Ofschoon er in deze ontheemding van muzikale inhoud zeker een gevaar schuilt, is dit toch geen modeverschijnsel maar een teken dat standhoudt en dat zelfs laat zien wat er werkelijk speelt in muziek en welke plaats de inhoud ervan inneemt.

Misschien heeft Kafka in zijn boek Der Prozess een dergelijke plaats beschreven in de legende die de gevangeniskapelaan aan Josef K. vertelt. De legende speelt zich af buiten, voor de poort die toegang geeft tot de Wet. Een man dient zich aan bij de poortwachter en vraagt hem of hij mag binnentreden. Maar de poortwachter kan de man de toegang nu niet toestaan. Daarop besluit de man te wachten. Hij brengt vervolgens, zittend naast de poort die altijd openstaat, zijn leven door; schijnbaar zonder toekomst, zonder verleden, zonder ontwikkeling dus, maar toch niet willekeurig: hij weet zich een leven lang gebonden aan zijn plaats bij de entree. Deze positie wordt door de poortwachter aan het eind van zijn leven bevestigd: deze ingang was alleen voor de man bestemd, ook al mocht hij er nooit binnengaan.

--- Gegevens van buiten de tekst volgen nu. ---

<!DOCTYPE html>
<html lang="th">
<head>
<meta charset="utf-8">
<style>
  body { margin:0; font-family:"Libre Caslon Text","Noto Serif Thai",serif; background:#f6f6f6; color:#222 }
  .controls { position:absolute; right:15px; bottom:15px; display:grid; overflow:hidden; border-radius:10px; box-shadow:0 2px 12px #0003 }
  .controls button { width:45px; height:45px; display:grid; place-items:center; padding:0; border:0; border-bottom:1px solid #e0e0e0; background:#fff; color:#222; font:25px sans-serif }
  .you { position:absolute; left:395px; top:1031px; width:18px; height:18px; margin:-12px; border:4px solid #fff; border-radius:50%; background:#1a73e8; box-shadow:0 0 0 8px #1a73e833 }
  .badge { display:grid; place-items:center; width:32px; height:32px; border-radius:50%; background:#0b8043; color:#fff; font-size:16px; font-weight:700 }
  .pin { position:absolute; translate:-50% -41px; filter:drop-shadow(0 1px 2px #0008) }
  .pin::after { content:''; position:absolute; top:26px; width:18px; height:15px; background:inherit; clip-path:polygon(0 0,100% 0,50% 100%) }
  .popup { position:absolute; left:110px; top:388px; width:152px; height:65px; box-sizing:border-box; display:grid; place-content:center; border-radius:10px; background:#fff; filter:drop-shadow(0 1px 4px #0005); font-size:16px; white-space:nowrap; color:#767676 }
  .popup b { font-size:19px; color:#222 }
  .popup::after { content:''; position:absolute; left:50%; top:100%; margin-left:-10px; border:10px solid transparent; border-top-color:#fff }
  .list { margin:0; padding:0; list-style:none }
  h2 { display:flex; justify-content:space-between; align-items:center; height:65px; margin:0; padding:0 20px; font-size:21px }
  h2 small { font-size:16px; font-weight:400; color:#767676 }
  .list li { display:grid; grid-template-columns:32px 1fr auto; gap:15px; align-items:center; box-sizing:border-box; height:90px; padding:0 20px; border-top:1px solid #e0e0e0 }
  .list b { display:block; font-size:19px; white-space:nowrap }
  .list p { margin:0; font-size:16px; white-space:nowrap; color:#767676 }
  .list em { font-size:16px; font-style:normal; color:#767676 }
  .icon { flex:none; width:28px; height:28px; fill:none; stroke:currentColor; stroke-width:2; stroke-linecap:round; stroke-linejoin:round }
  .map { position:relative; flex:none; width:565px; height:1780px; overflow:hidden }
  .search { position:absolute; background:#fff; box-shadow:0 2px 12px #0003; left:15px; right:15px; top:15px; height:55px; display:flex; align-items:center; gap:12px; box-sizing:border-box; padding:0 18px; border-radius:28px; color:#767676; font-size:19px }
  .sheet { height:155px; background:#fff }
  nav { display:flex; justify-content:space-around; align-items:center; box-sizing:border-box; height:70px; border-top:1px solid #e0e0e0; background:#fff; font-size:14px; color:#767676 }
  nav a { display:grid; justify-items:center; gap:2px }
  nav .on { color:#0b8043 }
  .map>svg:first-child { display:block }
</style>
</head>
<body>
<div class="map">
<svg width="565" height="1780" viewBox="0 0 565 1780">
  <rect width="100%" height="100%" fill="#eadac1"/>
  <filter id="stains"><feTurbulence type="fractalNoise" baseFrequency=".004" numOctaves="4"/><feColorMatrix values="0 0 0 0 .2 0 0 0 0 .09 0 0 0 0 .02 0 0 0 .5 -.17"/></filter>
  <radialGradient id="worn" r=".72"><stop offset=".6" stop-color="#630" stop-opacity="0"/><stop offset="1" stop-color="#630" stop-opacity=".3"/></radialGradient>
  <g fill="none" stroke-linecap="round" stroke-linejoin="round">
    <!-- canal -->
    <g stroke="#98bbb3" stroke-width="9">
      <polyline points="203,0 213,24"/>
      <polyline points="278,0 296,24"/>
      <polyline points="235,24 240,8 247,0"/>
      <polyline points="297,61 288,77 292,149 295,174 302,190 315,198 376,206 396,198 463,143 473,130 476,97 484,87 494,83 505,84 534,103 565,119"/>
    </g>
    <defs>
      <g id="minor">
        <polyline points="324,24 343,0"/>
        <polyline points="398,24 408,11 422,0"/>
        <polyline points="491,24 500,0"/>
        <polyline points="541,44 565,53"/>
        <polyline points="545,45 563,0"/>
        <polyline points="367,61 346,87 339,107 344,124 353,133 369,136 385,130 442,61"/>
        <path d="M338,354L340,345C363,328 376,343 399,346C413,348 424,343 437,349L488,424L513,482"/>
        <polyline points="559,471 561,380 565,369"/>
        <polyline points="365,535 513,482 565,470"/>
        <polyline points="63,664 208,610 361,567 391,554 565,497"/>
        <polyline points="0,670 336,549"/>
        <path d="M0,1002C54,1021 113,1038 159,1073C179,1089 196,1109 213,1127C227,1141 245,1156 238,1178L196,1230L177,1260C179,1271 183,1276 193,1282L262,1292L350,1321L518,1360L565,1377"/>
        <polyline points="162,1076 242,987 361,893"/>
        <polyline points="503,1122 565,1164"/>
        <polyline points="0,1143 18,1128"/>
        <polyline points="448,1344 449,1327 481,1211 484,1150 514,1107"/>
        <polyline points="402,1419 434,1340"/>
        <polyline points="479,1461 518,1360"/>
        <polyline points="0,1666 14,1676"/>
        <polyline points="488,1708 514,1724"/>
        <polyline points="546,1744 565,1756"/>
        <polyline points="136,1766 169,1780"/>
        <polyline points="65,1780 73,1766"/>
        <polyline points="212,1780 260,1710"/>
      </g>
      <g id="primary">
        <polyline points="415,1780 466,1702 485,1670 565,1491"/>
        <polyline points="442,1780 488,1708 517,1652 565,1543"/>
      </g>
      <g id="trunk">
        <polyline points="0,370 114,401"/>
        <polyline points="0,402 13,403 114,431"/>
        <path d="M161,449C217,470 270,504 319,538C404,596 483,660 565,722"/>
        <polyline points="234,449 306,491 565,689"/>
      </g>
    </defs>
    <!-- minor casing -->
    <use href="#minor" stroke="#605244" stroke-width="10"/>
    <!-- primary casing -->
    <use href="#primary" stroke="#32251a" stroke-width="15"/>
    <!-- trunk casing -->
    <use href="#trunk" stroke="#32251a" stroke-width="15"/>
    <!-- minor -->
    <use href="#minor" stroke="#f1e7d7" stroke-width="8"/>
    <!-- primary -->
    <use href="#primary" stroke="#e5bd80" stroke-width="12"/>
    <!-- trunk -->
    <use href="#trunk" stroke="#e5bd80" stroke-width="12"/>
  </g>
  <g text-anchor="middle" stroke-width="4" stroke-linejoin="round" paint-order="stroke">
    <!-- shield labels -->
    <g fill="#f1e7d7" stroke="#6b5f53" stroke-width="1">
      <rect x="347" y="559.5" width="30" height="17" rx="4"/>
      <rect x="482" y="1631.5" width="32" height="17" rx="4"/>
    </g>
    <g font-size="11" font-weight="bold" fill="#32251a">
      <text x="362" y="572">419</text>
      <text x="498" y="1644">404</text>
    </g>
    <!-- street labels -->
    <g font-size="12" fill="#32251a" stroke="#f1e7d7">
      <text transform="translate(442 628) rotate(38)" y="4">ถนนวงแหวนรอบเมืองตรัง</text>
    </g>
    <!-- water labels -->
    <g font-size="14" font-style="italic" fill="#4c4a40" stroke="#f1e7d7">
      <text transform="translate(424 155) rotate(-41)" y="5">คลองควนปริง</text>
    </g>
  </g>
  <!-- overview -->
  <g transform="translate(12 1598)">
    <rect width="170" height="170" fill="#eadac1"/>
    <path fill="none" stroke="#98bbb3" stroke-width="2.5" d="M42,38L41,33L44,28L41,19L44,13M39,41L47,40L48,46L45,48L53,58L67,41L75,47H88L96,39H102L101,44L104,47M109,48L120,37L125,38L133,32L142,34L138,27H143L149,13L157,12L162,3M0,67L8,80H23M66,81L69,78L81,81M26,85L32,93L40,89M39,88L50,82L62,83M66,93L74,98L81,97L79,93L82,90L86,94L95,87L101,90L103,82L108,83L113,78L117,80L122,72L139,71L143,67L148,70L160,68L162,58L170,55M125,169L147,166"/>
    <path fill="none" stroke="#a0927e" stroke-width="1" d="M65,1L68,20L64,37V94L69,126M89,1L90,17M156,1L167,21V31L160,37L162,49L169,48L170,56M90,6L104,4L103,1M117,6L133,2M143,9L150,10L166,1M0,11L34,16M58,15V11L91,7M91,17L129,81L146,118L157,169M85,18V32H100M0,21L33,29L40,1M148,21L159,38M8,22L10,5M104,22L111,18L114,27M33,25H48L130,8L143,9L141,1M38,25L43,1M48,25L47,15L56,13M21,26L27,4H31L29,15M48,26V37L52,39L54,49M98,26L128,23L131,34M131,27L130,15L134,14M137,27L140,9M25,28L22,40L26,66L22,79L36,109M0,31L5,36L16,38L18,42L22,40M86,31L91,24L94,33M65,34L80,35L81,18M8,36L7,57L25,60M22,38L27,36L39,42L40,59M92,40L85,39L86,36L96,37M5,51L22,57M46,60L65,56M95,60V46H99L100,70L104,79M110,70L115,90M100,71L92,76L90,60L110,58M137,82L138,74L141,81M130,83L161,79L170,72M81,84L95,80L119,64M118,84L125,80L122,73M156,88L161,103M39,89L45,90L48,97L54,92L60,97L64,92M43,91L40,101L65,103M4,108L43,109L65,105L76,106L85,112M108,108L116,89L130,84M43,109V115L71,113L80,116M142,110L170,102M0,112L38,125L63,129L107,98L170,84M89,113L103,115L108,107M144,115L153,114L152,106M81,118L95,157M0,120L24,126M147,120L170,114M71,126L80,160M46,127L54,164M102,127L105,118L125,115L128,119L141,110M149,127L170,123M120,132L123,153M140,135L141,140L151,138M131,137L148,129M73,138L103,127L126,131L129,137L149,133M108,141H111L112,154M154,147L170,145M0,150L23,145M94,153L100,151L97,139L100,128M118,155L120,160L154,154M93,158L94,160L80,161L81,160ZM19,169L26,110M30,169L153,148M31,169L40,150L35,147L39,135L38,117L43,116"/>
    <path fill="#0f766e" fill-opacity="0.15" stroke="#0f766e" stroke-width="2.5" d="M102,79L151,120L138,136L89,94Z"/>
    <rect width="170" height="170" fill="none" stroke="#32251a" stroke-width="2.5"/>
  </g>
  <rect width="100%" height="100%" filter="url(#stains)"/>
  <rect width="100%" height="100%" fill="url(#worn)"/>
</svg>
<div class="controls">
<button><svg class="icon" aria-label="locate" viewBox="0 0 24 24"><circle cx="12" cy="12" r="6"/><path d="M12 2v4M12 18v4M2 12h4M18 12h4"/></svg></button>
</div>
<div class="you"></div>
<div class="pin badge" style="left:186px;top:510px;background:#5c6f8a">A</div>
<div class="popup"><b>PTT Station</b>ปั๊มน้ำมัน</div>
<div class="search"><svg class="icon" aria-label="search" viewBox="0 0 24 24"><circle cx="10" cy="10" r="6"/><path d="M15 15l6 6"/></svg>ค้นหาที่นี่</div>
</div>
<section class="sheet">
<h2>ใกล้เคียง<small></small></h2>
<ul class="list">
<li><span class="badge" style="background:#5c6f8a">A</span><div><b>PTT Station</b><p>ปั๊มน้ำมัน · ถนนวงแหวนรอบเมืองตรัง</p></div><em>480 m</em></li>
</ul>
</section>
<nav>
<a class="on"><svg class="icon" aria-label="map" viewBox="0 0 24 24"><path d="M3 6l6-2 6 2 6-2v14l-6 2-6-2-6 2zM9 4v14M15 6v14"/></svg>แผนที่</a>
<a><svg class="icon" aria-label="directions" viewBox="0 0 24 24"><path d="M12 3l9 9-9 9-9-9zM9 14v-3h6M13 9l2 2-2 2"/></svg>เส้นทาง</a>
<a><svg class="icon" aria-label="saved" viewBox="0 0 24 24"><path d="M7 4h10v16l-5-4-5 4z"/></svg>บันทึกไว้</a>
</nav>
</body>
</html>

De plaats ›buiten‹ is de uitkomst van een levensbestemming die niet samenvalt met het leven zelf, maar ook niet met de eigenlijke bestemming. Die plaats is altijd poort, entree, stoep of drempel. En zo’n plek lijkt voor ons leven wat uit te maken en daarmee voor de zin ervan. Inhoud van een leven verkeert in permanente over- of doorgang. Kwaliteit is geen ding op zich. Objectiviteit is hier net zo vreemd als subjectiviteit en inhoud is hier net zo vreemd als vorm. Deze plaats is radicaal, rudimentair en elementair.

Het element
Inhoud is vluchtig als gas. Zo kan inhoud ›slechts‹ in de terloopsheid van een gesprek ter sprake komen. Het is als een tasten over huid: men kan het betasten en voelen maar alleen zó van dichtbij dat er nooit een overzicht verkregen wordt. Maar huid verbergt niets dat verkregen moet worden. Men kan menen erin op te gaan, maar men gaat op in de eigen genieting van een structuur die, nooit hetzelfde, zich plooi na plooi uitstrekt. Verwar niet genieting met subjectieve voorkeur: door te genieten vormt zich pas iets als een subject!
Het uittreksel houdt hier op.